Task statement — Among the lines below, which ones contain the word "function"? Copy every such line.
--- START ---
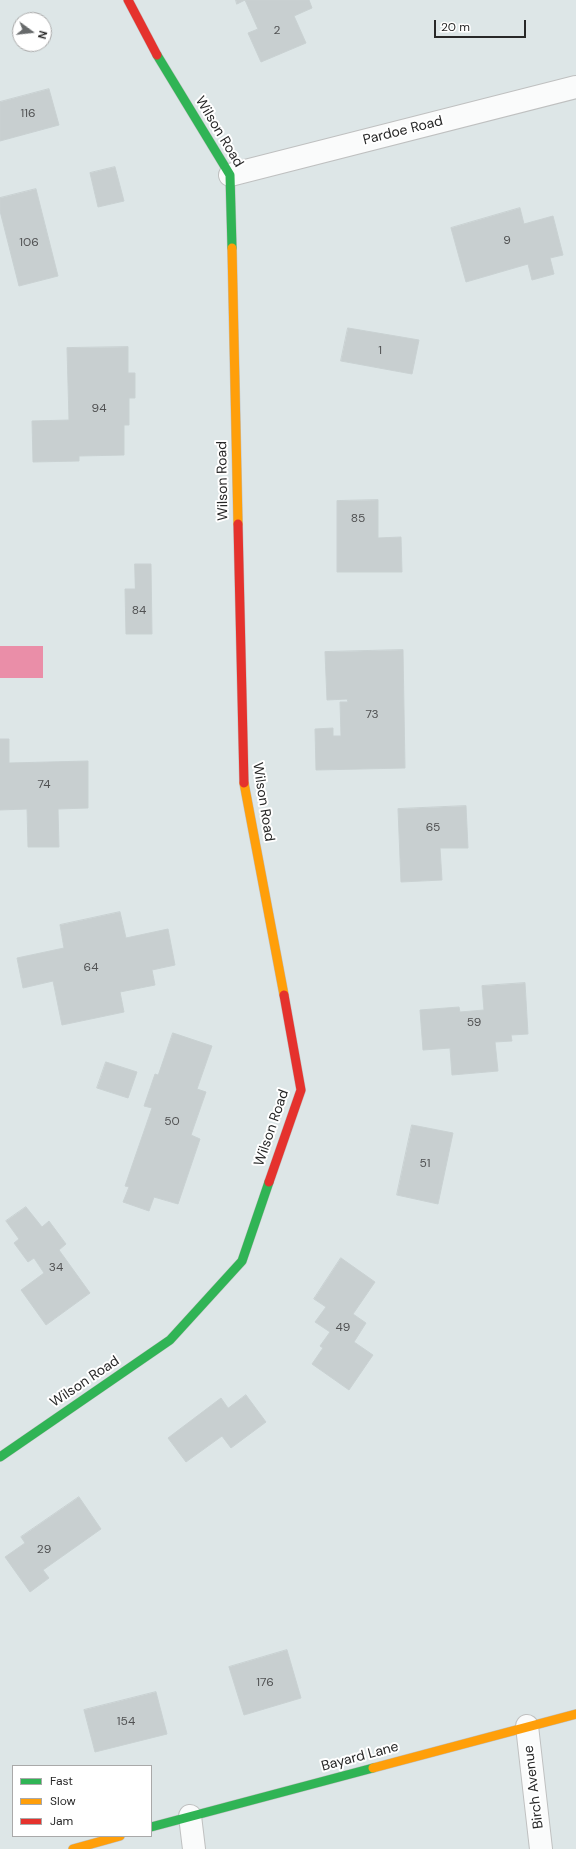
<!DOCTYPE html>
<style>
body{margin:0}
#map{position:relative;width:576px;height:1849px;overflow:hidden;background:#dde6e7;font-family:"DM Sans",sans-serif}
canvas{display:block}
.legend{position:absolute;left:12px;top:1765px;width:140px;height:72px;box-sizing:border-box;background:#fff;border:1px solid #a9a9a9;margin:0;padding:5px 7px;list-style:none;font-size:12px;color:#282828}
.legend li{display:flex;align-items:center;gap:8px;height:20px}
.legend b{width:20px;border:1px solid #a9a9a9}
.north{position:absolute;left:12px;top:12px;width:40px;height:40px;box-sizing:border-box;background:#fff;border:1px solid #a9a9a9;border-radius:50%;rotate:105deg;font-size:11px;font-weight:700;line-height:16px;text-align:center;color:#282828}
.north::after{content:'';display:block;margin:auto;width:14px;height:18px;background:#676a6b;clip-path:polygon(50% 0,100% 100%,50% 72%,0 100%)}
.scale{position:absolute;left:434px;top:20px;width:92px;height:18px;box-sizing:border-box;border:2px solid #282828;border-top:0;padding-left:5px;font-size:12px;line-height:14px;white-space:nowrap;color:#282828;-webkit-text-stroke:3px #fff;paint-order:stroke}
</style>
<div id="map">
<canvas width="576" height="1849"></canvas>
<ul class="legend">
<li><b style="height:5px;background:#30b455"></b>Fast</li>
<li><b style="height:5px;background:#ff9f0a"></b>Slow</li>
<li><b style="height:5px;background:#e5322d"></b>Jam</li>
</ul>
<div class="north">N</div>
<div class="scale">20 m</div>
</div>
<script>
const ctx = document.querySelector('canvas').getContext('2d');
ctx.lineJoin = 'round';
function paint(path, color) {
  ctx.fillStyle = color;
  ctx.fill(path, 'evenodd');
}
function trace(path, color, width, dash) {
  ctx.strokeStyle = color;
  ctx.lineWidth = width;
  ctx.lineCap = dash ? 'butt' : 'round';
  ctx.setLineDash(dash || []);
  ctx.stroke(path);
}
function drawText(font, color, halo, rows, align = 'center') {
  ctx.font = font + ' "DM Sans",sans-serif';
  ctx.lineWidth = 4;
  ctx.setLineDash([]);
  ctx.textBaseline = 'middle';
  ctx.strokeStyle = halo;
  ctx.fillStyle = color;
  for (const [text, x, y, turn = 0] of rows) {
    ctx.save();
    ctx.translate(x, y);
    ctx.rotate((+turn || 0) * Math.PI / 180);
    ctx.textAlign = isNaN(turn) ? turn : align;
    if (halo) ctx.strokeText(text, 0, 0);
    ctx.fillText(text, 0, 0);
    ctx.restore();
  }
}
paint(new Path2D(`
 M0 646H43V678H0Z`), '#ea8ea8');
const building = new Path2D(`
 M236 0H309L312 8 294 16 306 43 261 62 248 33 258 29 245 0 237 4Z
 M49 89 59 125 0 141V102Z
 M115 167 124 201 98 207 90 173Z
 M36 189 58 276 19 286 0 211V198Z
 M520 208 524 224 553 216 563 255 550 258 554 274 532 280 528 264 466 282 451 228Z
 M348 328 419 340 412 374 341 361Z
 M128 347V373H135V398H129V425H124V455L79 456V461L33 462 32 421 69 420 67 348Z
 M378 500V538L401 537 402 572H337V501Z
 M135 564H151L152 634H126L125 589H135Z
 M403 650 405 768 316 770 315 729 333 728V736H341L340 702H348L347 699 327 700 325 652Z
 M0 739H9V763L88 761V808L58 809 59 847H28L27 809 0 810Z
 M466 806 468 848H440L442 880 401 882 398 809Z
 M120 912 126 938 168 929 175 965 152 970 155 985 120 992 124 1012 62 1025 53 981 23 988 17 958 64 948 60 925Z
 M525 983 528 1034 511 1035 512 1041 495 1042 498 1071 452 1075 450 1048 423 1050 420 1010 459 1007 460 1012 484 1010 482 986Z
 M173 1033 212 1046 197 1089 206 1092 191 1135 200 1139 178 1204 154 1197 149 1211 123 1202 129 1187 125 1186 152 1108 144 1106 155 1074 158 1075Z
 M106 1062 137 1072 128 1098 97 1088Z
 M412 1125 453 1133 438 1204 397 1195Z
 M26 1207 42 1227 49 1221 66 1244 59 1250 90 1293 46 1325 21 1290 44 1273 34 1258 28 1262 14 1243 19 1239 6 1221Z
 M341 1258 375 1282 353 1314 366 1323 354 1342 373 1355 349 1390 312 1364 323 1348 320 1346 330 1332 315 1322 326 1307 314 1299Z
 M246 1395 266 1422 231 1448 222 1436 186 1462 168 1438 221 1398 228 1408Z
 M79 1497 101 1529 43 1570 49 1578 30 1592 5 1557 25 1543 21 1537Z
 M287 1650 301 1698 244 1715 229 1667Z
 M156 1692 167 1734 95 1752 84 1710Z`);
paint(building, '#c8cfd0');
trace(building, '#c9d1d2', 1);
const street = new Path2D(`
 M230 175 576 87
 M527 1726 541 1849
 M190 1816 194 1849`);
const fast = new Path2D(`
 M157 55 230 175 232 248
 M0 1457 170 1340 242 1261 269 1182
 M151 1827 373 1768`);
const slow = new Path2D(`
 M232 248 238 524
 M244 783 284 995
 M373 1768 576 1714
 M73 1849 120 1836`);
const jam = new Path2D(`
 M128 0 157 55
 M238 524 244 783
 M269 1182 301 1090 284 995`);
trace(street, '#bfc0c0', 24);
trace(fast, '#bfc0c0', 10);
trace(slow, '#bfc0c0', 10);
trace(jam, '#bfc0c0', 10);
trace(street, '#fafbfb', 22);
trace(fast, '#30b455', 9);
trace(slow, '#ff9f0a', 9);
trace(jam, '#e5322d', 9);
drawText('12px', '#515253', null, [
 ["2",277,31],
 ["116",28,114],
 ["9",507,241],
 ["106",29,243],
 ["1",380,351],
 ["94",99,409],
 ["85",358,519],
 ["84",139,611],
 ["73",372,715],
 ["74",44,785],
 ["65",433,828],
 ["64",91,968],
 ["59",474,1023],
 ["50",172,1122],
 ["51",425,1164],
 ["34",56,1268],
 ["49",343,1328],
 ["29",44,1550],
 ["176",265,1683],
 ["154",126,1722]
]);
drawText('14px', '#282828', '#fff', [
 ["Pardoe Road",403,131,-14],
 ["Wilson Road",219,132,59],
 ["Wilson Road",223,481,-91],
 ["Wilson Road",263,802,81],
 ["Wilson Road",272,1128,-71],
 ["Wilson Road",85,1382,-34],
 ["Bayard Lane",360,1757,-15],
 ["Birch Avenue",534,1787,-97]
]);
</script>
--- END ---
Your response —
function paint(path, color) {
function trace(path, color, width, dash) {
function drawText(font, color, halo, rows, align = 'center') {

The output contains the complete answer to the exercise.